A young couple from Tunbridge Wells, Kent, have saved £30,000 towards their first home by making significant lifestyle sacrifices. Luree "Lu" Lento, 20, and Alex Wakely, 19, plan to purchase a £300,000 Victorian terrace in a neighbouring village by late 2027. They have already accumulated £29,160 by setting aside at least 40 per cent of their monthly earnings.
Savings Strategy
The couple targets £40,000 by the end of 2027, putting away at least £1,600 each month. They need an additional £10,840, which should take just seven months, but they intend to maximise savings for as long as possible. Their plan is to use £30,000 for a deposit and keep the remainder for legal costs, home improvements, and unexpected expenses.
With a combined annual income of £54,000, the pair attribute their success to careful budgeting, treating savings like a mandatory monthly expense, and making compromises such as skipping pub visits, cutting out snacks, and stopping clothes purchases.
Daily Sacrifices
Lu, completing a degree apprenticeship in marketing, said: "The biggest thing is being completely aware of your outgoings. You have to sit down and properly work out how much you spend on food, coffees, snacks, subscriptions and little impulse purchases because it all adds up without you realising."

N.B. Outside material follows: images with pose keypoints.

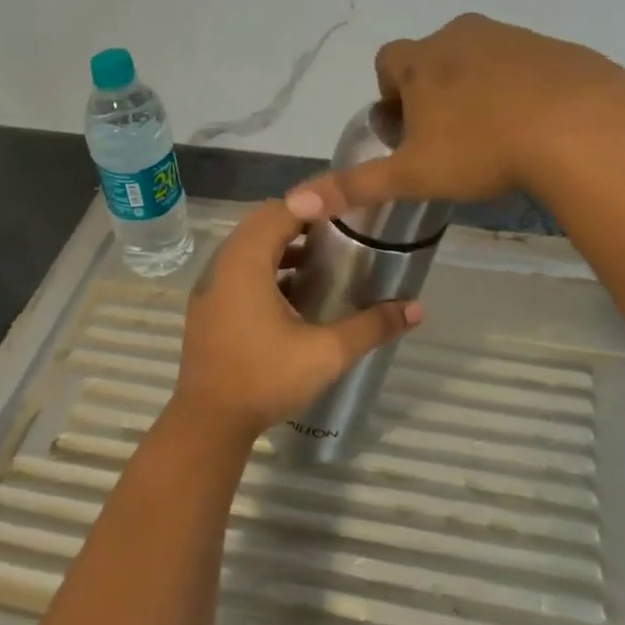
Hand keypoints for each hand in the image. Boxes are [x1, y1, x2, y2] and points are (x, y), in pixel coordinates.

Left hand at [169, 200, 422, 443]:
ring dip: (281, 245)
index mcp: (246, 262)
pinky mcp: (208, 307)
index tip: (348, 208)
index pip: (281, 210)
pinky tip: (294, 294)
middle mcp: (222, 264)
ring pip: (248, 247)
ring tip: (322, 259)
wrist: (209, 422)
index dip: (315, 203)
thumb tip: (417, 308)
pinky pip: (238, 270)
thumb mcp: (326, 353)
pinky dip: (266, 268)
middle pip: (262, 223)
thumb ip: (371, 326)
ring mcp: (210, 286)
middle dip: (300, 220)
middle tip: (339, 231)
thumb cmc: (265, 378)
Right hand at [283, 13, 624, 218]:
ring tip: (492, 135)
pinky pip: (523, 64)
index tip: (408, 129)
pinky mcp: (554, 48)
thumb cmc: (480, 149)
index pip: (388, 61)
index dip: (390, 93)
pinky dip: (519, 87)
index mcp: (422, 60)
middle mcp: (461, 35)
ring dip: (476, 87)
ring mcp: (511, 37)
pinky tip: (533, 125)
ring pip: (479, 58)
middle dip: (433, 90)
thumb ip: (353, 186)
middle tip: (449, 139)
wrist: (578, 126)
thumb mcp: (411, 175)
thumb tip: (293, 203)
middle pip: (433, 57)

Alex, an estate agent working on commission, added: "When your income varies, you have to know what percentage of your wage you're going to save. I usually try and stick to around 40 per cent, but if I've had a really good month I try to push it closer to 50 per cent."
The couple have become more deliberate with their finances rather than splurging on nights out and holidays. Alex said: "We've had people say we're too young and should be travelling more or going out all the time. But this is what we genuinely want. We'd rather make sacrifices now and enjoy the benefits later."
Financial Breakdown
- Current combined savings: £29,160
- Monthly savings: £1,600 combined
- Savings target: £40,000
- Planned deposit: £30,000
- Lu's monthly take-home pay: £1,672
- Alex's monthly take-home pay (without commission): Approximately £2,100
Their savings are spread across a Moneybox Lifetime ISA, a Chip cash ISA, and a Trading 212 stocks and shares ISA. Lu's Moneybox LISA holds £7,704.10, while Alex's stands at £9,046.70. Both have contributed £4,000 this year to their LISAs, earning a £1,000 government bonus each.
Neither chose to attend university, allowing them to earn immediately without student debt. Lu said: "I'm doing a degree apprenticeship so I'm earning while learning, and Alex went straight into work. We don't have student debt and we've been able to save from a really young age because of that."
Top Saving Tips
- Track every outgoing to understand where your money is really going
- Set a realistic monthly savings target and treat it like a bill
- Cut down on small impulse purchases like coffees, snacks and lunches out
- Use high-interest savings accounts and ISAs
- Save consistently, even if it's only £100 a month
- Decide on long-term goals before spending on short-term wants
- Avoid lifestyle inflation when earning more money
- Be intentional with spending instead of buying things out of habit
- If possible, save while living with family to reduce costs
- Start investing and saving early to benefit from long-term growth
The couple are open to buying a property needing renovation and hope to find a two-bedroom Victorian terrace with a small garden. Lu said: "We don't mind doing work ourselves. Our families are really supportive and handy with DIY, so we'd rather buy somewhere we can improve over time."
Despite some criticism online, the pair remain focused on their long-term goal. Lu concluded: "There's this idea now that you have to constantly spend money to enjoy yourself, but that's not really us. At the end of the day, everyone's priorities are different - and this is ours."